### Work instruction
Of the lines in the data below, count the ones holding the string "Left", and answer with that number only.

### Study material
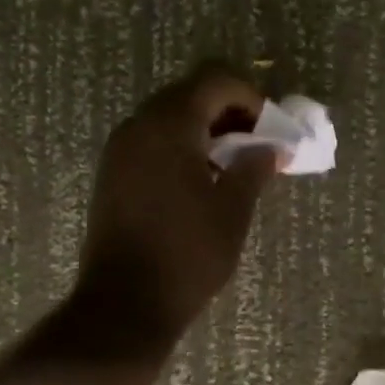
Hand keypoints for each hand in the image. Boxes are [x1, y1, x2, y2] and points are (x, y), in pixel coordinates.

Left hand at [77, 65, 277, 346]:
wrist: (124, 302)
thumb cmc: (188, 252)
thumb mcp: (233, 209)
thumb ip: (254, 167)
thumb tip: (272, 148)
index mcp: (169, 125)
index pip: (214, 82)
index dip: (249, 97)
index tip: (270, 127)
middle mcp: (139, 126)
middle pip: (188, 95)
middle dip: (228, 111)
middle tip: (256, 142)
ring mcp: (120, 150)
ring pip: (168, 118)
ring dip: (204, 129)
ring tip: (233, 163)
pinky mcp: (112, 175)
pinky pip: (152, 142)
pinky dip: (181, 146)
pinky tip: (201, 179)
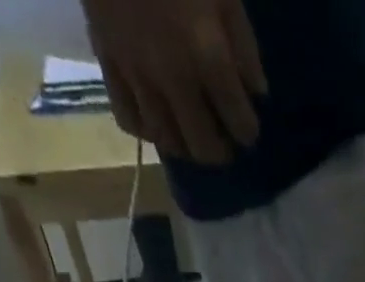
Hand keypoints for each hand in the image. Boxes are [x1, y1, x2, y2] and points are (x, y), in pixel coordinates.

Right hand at [80, 0, 265, 163]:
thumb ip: (244, 46)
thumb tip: (257, 93)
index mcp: (207, 56)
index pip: (239, 122)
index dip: (248, 132)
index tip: (249, 129)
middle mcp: (174, 78)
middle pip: (203, 146)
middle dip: (220, 152)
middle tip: (224, 142)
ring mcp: (137, 74)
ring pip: (167, 141)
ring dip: (185, 146)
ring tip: (193, 135)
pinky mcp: (108, 62)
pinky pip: (128, 119)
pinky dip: (147, 130)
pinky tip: (157, 122)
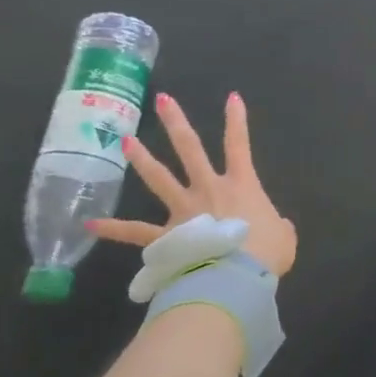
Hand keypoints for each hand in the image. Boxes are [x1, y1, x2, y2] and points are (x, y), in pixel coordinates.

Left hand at [89, 92, 297, 276]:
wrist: (235, 279)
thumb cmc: (265, 254)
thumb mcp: (284, 237)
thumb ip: (278, 226)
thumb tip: (275, 228)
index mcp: (241, 185)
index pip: (239, 145)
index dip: (237, 120)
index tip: (232, 97)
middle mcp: (209, 189)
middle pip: (190, 149)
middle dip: (176, 123)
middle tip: (163, 100)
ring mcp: (183, 210)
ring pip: (159, 178)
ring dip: (142, 159)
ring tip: (125, 141)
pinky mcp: (166, 236)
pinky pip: (136, 231)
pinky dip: (114, 228)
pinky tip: (91, 223)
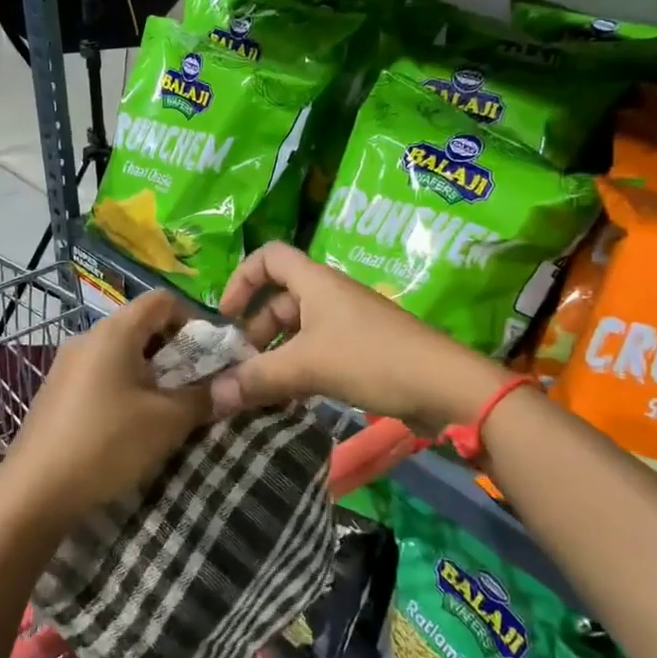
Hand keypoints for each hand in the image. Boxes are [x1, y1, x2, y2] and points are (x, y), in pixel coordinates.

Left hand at [3, 291, 211, 525]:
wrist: (34, 492)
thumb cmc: (107, 443)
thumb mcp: (167, 422)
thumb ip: (203, 397)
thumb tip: (231, 387)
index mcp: (114, 331)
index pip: (162, 300)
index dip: (192, 319)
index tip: (209, 355)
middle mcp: (87, 337)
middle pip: (140, 325)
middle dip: (173, 351)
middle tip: (193, 386)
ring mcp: (66, 365)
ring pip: (120, 353)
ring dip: (149, 373)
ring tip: (165, 410)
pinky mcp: (55, 392)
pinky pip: (100, 375)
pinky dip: (123, 388)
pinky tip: (128, 425)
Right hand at [211, 242, 507, 429]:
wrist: (444, 386)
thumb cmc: (371, 359)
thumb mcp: (307, 366)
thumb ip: (258, 379)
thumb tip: (212, 397)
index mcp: (315, 282)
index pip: (269, 257)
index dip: (242, 279)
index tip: (227, 316)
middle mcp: (329, 295)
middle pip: (279, 300)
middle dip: (255, 331)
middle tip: (241, 367)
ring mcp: (347, 324)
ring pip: (297, 332)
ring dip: (275, 357)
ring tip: (259, 391)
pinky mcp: (361, 351)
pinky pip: (317, 353)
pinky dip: (298, 371)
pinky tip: (287, 400)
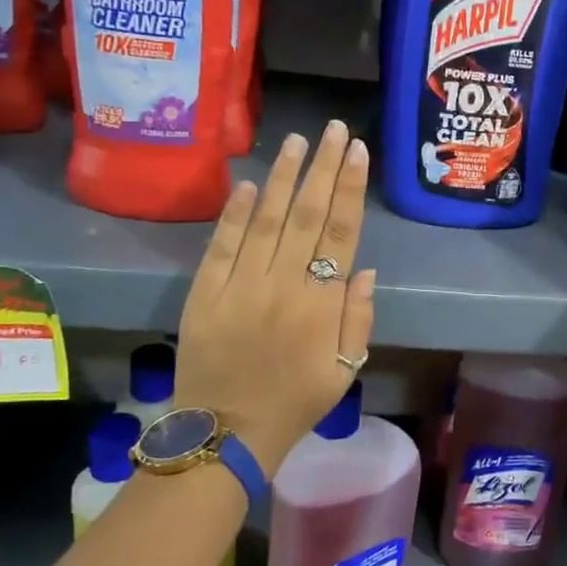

### Response below
3